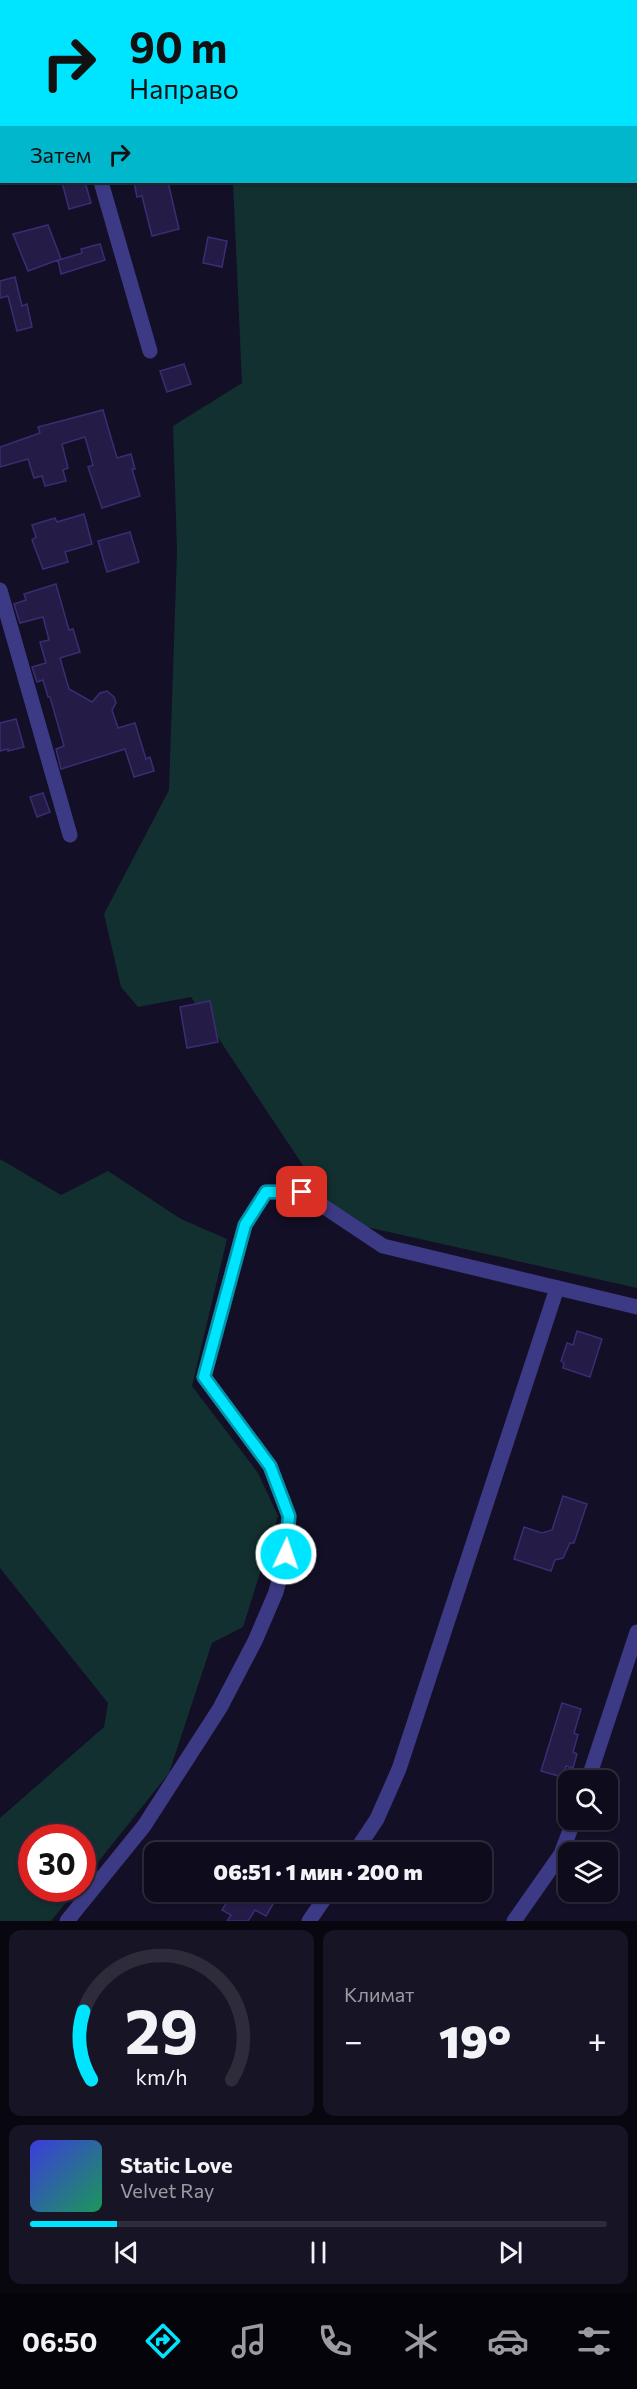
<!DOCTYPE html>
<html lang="ru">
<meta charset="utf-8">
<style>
body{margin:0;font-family:Commissioner,sans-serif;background:#171425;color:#f1f3f6;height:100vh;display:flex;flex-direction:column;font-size:22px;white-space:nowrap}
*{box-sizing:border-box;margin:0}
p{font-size:20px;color:#9b9ba3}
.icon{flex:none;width:33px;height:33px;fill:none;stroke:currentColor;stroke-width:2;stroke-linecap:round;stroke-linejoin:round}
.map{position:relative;height:1921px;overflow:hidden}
.drawer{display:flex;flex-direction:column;gap:9px;padding:9px;background:#08060f;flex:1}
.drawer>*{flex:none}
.guide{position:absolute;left:0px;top:0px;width:638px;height:183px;box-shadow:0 2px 4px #0004,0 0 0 2px #2e2b3b;background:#00e5ff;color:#111;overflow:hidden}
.controls{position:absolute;left:558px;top:1770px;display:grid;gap:12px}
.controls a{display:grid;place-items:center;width:60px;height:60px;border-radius:12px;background:#0e0b1c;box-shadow:0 2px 4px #0004,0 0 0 2px #2e2b3b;font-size:30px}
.speed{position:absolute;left:18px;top:1824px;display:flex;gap:12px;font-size:30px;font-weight:700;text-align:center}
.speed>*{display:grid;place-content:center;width:78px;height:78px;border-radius:50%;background:#0e0b1c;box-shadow:0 2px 4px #0004,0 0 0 2px #2e2b3b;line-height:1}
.speed .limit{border:9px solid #d22;background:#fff;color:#111}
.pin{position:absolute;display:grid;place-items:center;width:51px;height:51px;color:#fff;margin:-26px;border-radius:12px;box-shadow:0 3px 9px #0006}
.me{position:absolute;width:66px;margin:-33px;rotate:3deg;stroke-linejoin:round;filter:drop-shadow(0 0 4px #0008)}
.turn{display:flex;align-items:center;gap:21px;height:126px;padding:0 30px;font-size:27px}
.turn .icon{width:78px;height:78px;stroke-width:2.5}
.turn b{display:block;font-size:42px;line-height:51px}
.then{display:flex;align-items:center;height:57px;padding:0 30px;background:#0003;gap:12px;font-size:22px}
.big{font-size:45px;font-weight:800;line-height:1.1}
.drawer .tile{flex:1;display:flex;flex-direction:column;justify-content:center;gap:9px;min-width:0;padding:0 21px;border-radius:12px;background:#171425}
.drawer .dial{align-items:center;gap:0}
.dial svg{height:156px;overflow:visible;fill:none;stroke:#2e2b3b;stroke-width:7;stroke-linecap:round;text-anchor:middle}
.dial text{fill:#f1f3f6;stroke:none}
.song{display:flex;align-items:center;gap:18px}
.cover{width:72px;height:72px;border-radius:9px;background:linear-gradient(135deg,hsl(240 70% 55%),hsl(150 70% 35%))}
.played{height:6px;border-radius:3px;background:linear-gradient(90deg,#00e5ff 15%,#2e2b3b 15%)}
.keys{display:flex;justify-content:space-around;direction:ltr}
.heat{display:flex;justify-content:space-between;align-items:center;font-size:33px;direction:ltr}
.drawer .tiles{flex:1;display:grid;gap:9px;grid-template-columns:1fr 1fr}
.tile:last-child{grid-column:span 2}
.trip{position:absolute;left:144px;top:1842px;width:348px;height:60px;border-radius:12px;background:#0e0b1c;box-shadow:0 2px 4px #0004,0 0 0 2px #2e2b3b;font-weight:800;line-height:60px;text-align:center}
.tabs{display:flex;height:96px;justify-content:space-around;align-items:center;background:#06040b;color:#9b9ba3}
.tabs .icon{width:42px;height:42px}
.tabs .active{color:#00e5ff}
.tabs b{font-size:27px;color:#f1f3f6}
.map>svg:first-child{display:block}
.green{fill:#12302f}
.building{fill:#241b47;stroke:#3b2d73;stroke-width:1.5}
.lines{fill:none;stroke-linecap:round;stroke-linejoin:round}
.minor{stroke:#3d3a85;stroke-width:15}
.route-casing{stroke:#0095a6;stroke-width:15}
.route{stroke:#00e5ff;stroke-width:10}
</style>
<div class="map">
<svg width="637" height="1921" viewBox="0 0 637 1921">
<rect width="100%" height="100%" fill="#130f26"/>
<g class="green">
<path d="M 279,0 L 637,0 L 637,1288 L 340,1221 L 191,997 L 138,1007 L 121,987 L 104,914 L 169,790 L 177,551 L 173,426 L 242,383 L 233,182 L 636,182 L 636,2 Z"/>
<path d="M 0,1159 L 61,1195 L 108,1171 L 181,1219 L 227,1239 L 192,1386 L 258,1473 L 278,1516 L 243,1627 L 212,1643 L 169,1773 L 83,1881 L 82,1838 L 32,1838 L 32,1888 L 77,1889 L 51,1921 L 0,1921 L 0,1818 L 104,1727 L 108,1703 L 0,1568 Z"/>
</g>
<g class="building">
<path d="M 62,182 L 85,182 L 91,203 L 69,209 Z"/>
<path d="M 134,182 L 168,182 L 179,229 L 152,236 L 142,196 L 137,197 Z"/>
<path d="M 48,225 L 61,259 L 59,260 L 82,253 L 81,249 L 100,244 L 105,260 L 61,274 L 58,260 L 28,271 L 13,234 Z"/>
<path d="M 208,237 L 227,241 L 222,267 L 203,263 Z"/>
<path d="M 15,277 L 22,306 L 27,304 L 32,327 L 17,331 L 8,296 L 0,298 L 0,281 Z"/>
<path d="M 184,364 L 191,384 L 167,392 L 160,371 Z"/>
<path d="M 103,410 L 117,458 L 131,454 L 135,469 L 132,469 L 140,496 L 102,508 L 88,467 L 93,465 L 85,437 L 62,444 L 68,468 L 63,470 L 66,481 L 45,486 L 42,476 L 34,478 L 28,459 L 0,467 L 0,447 L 40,433 L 38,427 Z"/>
<path d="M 84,514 L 92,544 L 65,552 L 68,562 L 43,569 L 32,540 L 36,537 L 32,525 L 55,518 L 57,522 Z"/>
<path d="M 130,532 L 139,562 L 107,572 L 98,541 Z"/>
<path d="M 56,584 L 69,630 L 73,629 L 80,652 L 60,658 L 69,689 L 92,702 L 100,693 L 107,691 L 114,697 L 116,703 L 112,710 L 118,728 L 135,723 L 146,759 L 150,757 L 154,771 L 134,777 L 125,749 L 61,769 L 56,749 L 64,746 L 50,697 L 48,697 L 43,680 L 37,682 L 32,667 L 46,663 L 40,642 L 49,640 L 43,617 L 20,623 L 14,604 L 26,600 L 24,594 Z"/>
<path d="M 16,719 L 24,747 L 8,751 L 8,749 L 0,751 L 0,723 Z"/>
<path d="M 43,793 L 50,812 L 37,817 L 30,797 Z"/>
<path d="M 210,1001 L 218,1042 L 187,1048 L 180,1007 Z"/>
<path d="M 577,1331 L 602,1339 L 590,1377 L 563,1368 L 564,1363 L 561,1361 L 567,1343 L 573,1345 Z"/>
<path d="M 563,1496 L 587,1504 L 574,1543 L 570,1543 L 563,1558 L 555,1560 L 551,1571 L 514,1559 L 524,1527 L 542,1533 L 552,1530 Z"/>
<path d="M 562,1703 L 581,1709 L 574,1733 L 578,1735 L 573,1752 L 577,1754 L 573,1768 L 566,1766 L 562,1777 L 541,1771 Z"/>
<path d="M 233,1892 L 280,1892 L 266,1916 L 255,1910 L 248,1921 L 227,1921 L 231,1915 L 222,1910 Z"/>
</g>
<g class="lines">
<g class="minor">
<path d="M 48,0 L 49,2"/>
<path d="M 89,2 L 93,0"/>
<path d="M 0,36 L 2,35"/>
<path d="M 101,182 L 150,351"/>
<path d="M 0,590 L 70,835"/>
<path d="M 588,1780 L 637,1632"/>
<path d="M 355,1852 L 377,1819 L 399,1769 L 557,1288"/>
<path d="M 67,1921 L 144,1826 L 220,1708 L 255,1641 L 276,1592 L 286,1554 L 289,1516 L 270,1466 L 204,1377 L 245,1225 L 266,1192 L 302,1192 L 383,1246 L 637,1307"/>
<path d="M 309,1921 L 329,1892"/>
<path d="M 514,1921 L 561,1854 L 574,1820"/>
</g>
</g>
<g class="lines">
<g class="route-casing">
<path id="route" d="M 286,1554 L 289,1516 L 270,1466 L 204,1377 L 245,1225 L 266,1192 L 302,1192"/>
</g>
<use href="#route" class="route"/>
</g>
</svg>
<div class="controls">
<a><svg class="icon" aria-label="search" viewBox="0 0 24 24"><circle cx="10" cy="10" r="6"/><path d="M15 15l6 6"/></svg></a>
<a><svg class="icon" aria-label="layers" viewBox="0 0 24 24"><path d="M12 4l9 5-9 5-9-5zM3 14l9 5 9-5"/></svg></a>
</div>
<div class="speed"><div class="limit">30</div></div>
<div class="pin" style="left:302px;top:1192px;background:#d93025"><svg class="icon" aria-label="arrive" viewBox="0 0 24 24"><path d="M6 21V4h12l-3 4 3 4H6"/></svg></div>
<svg class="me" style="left:286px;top:1554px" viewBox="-20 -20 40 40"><circle r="17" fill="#00e5ff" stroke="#fff" stroke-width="3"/><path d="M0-11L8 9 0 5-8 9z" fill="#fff"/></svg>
<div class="trip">06:51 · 1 мин · 200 m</div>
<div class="guide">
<div class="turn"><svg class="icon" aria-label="right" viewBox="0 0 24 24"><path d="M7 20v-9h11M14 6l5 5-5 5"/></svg><div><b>90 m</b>Направо</div></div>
<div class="then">Затем<svg class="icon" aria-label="right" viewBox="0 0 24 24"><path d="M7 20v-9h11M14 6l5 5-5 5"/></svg></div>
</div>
</div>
<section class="drawer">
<div class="tiles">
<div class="tile dial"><svg viewBox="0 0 100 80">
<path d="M14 69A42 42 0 1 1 86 69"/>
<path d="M14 69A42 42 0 0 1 10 34" stroke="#00e5ff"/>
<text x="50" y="56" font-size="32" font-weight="700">29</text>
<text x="50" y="72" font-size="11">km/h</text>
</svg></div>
<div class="tile"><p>Климат</p>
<div class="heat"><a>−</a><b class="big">19°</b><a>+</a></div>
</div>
<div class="tile">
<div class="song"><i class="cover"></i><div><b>Static Love</b><p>Velvet Ray</p></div></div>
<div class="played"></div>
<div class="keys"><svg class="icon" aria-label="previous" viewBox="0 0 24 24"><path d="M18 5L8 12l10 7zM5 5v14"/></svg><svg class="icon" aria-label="pause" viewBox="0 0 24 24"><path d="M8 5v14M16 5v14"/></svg><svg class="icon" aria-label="next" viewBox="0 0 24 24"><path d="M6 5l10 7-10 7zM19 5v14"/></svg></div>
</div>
</div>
</section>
<nav class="tabs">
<b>06:50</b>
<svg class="icon active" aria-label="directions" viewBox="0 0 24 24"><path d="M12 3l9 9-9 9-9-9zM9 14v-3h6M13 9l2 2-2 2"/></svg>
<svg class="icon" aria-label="music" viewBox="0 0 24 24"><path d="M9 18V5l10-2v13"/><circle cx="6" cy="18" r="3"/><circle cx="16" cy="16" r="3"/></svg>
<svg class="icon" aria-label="phone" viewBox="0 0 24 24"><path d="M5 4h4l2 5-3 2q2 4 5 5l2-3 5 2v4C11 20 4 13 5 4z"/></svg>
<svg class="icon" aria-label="climate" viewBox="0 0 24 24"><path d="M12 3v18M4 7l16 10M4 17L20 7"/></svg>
<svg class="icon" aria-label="car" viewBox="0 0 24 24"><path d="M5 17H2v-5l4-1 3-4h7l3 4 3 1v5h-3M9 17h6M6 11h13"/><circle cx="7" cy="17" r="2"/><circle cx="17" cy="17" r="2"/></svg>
<svg class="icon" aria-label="filters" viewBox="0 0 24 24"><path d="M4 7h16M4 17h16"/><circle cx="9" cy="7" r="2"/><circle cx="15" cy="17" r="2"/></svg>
</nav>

......

Task objective
Find each line in the records above that contains "song", and copy it.

Answer section
.song{display:flex;align-items:center;gap:18px}
<div class="song"><i class="cover"></i><div><b>Static Love</b><p>Velvet Ray</p></div></div>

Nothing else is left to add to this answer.